§ EXERCISE DETAILS: Print the data that follows again, keeping every line exact.

§ ENTRIES SHOWN:
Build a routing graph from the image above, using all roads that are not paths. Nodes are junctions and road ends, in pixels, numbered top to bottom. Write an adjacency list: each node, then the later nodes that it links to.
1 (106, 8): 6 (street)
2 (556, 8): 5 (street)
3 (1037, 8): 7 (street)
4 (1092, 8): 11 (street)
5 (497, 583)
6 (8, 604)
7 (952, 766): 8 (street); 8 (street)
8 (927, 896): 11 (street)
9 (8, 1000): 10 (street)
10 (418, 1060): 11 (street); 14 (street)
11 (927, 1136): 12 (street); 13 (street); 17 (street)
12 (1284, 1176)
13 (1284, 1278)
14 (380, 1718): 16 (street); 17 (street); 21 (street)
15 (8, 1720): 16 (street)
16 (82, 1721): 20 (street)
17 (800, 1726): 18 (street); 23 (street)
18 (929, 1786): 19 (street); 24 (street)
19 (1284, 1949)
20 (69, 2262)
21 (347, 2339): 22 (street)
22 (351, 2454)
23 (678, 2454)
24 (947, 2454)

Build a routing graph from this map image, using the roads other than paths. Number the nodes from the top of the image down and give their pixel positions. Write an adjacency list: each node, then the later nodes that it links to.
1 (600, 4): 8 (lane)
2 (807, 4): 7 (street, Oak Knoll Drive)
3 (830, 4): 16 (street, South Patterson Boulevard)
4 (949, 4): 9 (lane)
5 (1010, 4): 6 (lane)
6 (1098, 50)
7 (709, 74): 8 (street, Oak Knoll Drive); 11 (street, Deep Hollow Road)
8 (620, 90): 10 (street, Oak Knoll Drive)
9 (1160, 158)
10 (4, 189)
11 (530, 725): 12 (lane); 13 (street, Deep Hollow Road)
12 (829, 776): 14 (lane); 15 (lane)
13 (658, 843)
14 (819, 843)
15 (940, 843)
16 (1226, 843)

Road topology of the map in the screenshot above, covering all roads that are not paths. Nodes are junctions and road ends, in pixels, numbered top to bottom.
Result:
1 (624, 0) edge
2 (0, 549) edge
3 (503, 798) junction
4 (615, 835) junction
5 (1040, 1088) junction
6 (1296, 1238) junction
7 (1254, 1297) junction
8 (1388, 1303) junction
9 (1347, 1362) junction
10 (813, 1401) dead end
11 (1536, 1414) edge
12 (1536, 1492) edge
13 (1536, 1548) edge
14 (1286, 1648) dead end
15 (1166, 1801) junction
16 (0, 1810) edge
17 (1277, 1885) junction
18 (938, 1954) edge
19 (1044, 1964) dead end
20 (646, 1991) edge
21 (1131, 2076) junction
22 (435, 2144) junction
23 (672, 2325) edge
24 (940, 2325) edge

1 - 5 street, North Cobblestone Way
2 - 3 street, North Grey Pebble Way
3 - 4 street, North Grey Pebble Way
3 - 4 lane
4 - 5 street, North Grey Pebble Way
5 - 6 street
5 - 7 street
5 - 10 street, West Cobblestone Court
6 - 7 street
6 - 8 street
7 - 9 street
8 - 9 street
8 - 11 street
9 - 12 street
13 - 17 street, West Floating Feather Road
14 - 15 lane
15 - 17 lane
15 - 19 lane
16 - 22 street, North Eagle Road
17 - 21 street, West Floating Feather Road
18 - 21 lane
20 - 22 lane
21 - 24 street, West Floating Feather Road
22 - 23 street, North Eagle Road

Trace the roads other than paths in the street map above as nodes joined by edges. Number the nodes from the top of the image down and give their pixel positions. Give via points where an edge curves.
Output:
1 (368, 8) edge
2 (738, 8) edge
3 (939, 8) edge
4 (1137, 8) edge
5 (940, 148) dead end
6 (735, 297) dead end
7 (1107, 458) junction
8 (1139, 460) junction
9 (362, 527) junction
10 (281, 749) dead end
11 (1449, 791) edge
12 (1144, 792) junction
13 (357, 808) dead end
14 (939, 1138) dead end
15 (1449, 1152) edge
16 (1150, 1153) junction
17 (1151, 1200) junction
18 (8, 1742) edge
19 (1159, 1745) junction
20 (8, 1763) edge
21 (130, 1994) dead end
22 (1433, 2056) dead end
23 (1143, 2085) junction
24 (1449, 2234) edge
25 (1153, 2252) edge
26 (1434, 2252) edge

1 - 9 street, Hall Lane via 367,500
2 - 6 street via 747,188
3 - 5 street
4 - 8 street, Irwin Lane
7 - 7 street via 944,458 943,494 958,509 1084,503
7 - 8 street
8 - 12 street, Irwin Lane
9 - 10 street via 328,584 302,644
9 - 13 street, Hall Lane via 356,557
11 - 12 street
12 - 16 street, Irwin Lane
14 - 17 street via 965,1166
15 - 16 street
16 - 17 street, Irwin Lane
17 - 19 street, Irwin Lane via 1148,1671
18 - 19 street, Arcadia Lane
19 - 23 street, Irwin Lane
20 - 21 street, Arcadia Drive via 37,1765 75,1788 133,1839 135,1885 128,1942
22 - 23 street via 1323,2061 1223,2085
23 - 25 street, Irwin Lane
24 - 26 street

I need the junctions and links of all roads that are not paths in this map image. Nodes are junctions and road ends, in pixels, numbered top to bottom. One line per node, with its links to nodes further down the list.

§ ANSWER BOX:
Build a routing graph from the image above, using all roads that are not paths. Nodes are junctions and road ends, in pixels, numbered top to bottom. Write an adjacency list: each node, then the later nodes that it links to.
1 (106, 8): 6 (street)
2 (556, 8): 5 (street)
3 (1037, 8): 7 (street)
4 (1092, 8): 11 (street)
5 (497, 583)
6 (8, 604)
7 (952, 766): 8 (street); 8 (street)
8 (927, 896): 11 (street)
9 (8, 1000): 10 (street)
10 (418, 1060): 11 (street); 14 (street)
11 (927, 1136): 12 (street); 13 (street); 17 (street)
12 (1284, 1176)
13 (1284, 1278)
14 (380, 1718): 16 (street); 17 (street); 21 (street)
15 (8, 1720): 16 (street)
16 (82, 1721): 20 (street)
17 (800, 1726): 18 (street); 23 (street)
18 (929, 1786): 19 (street); 24 (street)
19 (1284, 1949)
20 (69, 2262)
21 (347, 2339): 22 (street)
22 (351, 2454)
23 (678, 2454)
24 (947, 2454)

Build a routing graph from this map image, using the roads other than paths. Number the nodes from the top of the image down and give their pixel positions. Write an adjacency list: each node, then the later nodes that it links to.
1 (600, 4): 8 (lane)
2 (807, 4): 7 (street, Oak Knoll Drive)
3 (830, 4): 16 (street, South Patterson Boulevard)
4 (949, 4): 9 (lane)
5 (1010, 4): 6 (lane)
6 (1098, 50)
7 (709, 74): 8 (street, Oak Knoll Drive); 11 (street, Deep Hollow Road)
8 (620, 90): 10 (street, Oak Knoll Drive)
9 (1160, 158)
10 (4, 189)
11 (530, 725): 12 (lane); 13 (street, Deep Hollow Road)
12 (829, 776): 14 (lane); 15 (lane)
13 (658, 843)
14 (819, 843)
15 (940, 843)
16 (1226, 843)

Road topology of the map in the screenshot above, covering all roads that are not paths. Nodes are junctions and road ends, in pixels, numbered top to bottom.
Result:
1 (624, 0) edge
2 (0, 549) edge
3 (503, 798) junction
4 (615, 835) junction
5 (1040, 1088) junction
6 (1296, 1238) junction
7 (1254, 1297) junction
8 (1388, 1303) junction
9 (1347, 1362) junction
10 (813, 1401) dead end
11 (1536, 1414) edge
12 (1536, 1492) edge
13 (1536, 1548) edge
14 (1286, 1648) dead end
15 (1166, 1801) junction
16 (0, 1810) edge
17 (1277, 1885) junction
18 (938, 1954) edge
19 (1044, 1964) dead end
20 (646, 1991) edge
21 (1131, 2076) junction
22 (435, 2144) junction
23 (672, 2325) edge
24 (940, 2325) edge

1 - 5 street, North Cobblestone Way
2 - 3 street, North Grey Pebble Way
3 - 4 street, North Grey Pebble Way
3 - 4 lane
4 - 5 street, North Grey Pebble Way
5 - 6 street
5 - 7 street
5 - 10 street, West Cobblestone Court
6 - 7 street
6 - 8 street
7 - 9 street
8 - 9 street
8 - 11 street
9 - 12 street
13 - 17 street, West Floating Feather Road
14 - 15 lane
15 - 17 lane
15 - 19 lane
16 - 22 street, North Eagle Road
17 - 21 street, West Floating Feather Road
18 - 21 lane
20 - 22 lane
21 - 24 street, West Floating Feather Road
22 - 23 street, North Eagle Road

Trace the roads other than paths in the street map above as nodes joined by edges. Number the nodes from the top of the image down and give their pixel positions. Give via points where an edge curves.
Output:
1 (368, 8) edge
2 (738, 8) edge
3 (939, 8) edge
4 (1137, 8) edge
5 (940, 148) dead end
6 (735, 297) dead end
7 (1107, 458) junction
8 (1139, 460) junction
9 (362, 527) junction
10 (281, 749) dead end
11 (1449, 791) edge
12 (1144, 792) junction
13 (357, 808) dead end
14 (939, 1138) dead end
15 (1449, 1152) edge
16 (1150, 1153) junction
17 (1151, 1200) junction
18 (8, 1742) edge
19 (1159, 1745) junction
20 (8, 1763) edge
21 (130, 1994) dead end
22 (1433, 2056) dead end
23 (1143, 2085) junction
24 (1449, 2234) edge
25 (1153, 2252) edge
26 (1434, 2252) edge

1 - 9 street, Hall Lane via 367,500
2 - 6 street via 747,188
3 - 5 street
4 - 8 street, Irwin Lane
7 - 7 street via 944,458 943,494 958,509 1084,503
7 - 8 street
8 - 12 street, Irwin Lane
9 - 10 street via 328,584 302,644
9 - 13 street, Hall Lane via 356,557
11 - 12 street
12 - 16 street, Irwin Lane
14 - 17 street via 965,1166
15 - 16 street
16 - 17 street, Irwin Lane
17 - 19 street, Irwin Lane via 1148,1671
18 - 19 street, Arcadia Lane
19 - 23 street, Irwin Lane
20 - 21 street, Arcadia Drive via 37,1765 75,1788 133,1839 135,1885 128,1942
22 - 23 street via 1323,2061 1223,2085
23 - 25 street, Irwin Lane
24 - 26 street

I need the junctions and links of all roads that are not paths in this map image. Nodes are junctions and road ends, in pixels, numbered top to bottom. One line per node, with its links to nodes further down the list.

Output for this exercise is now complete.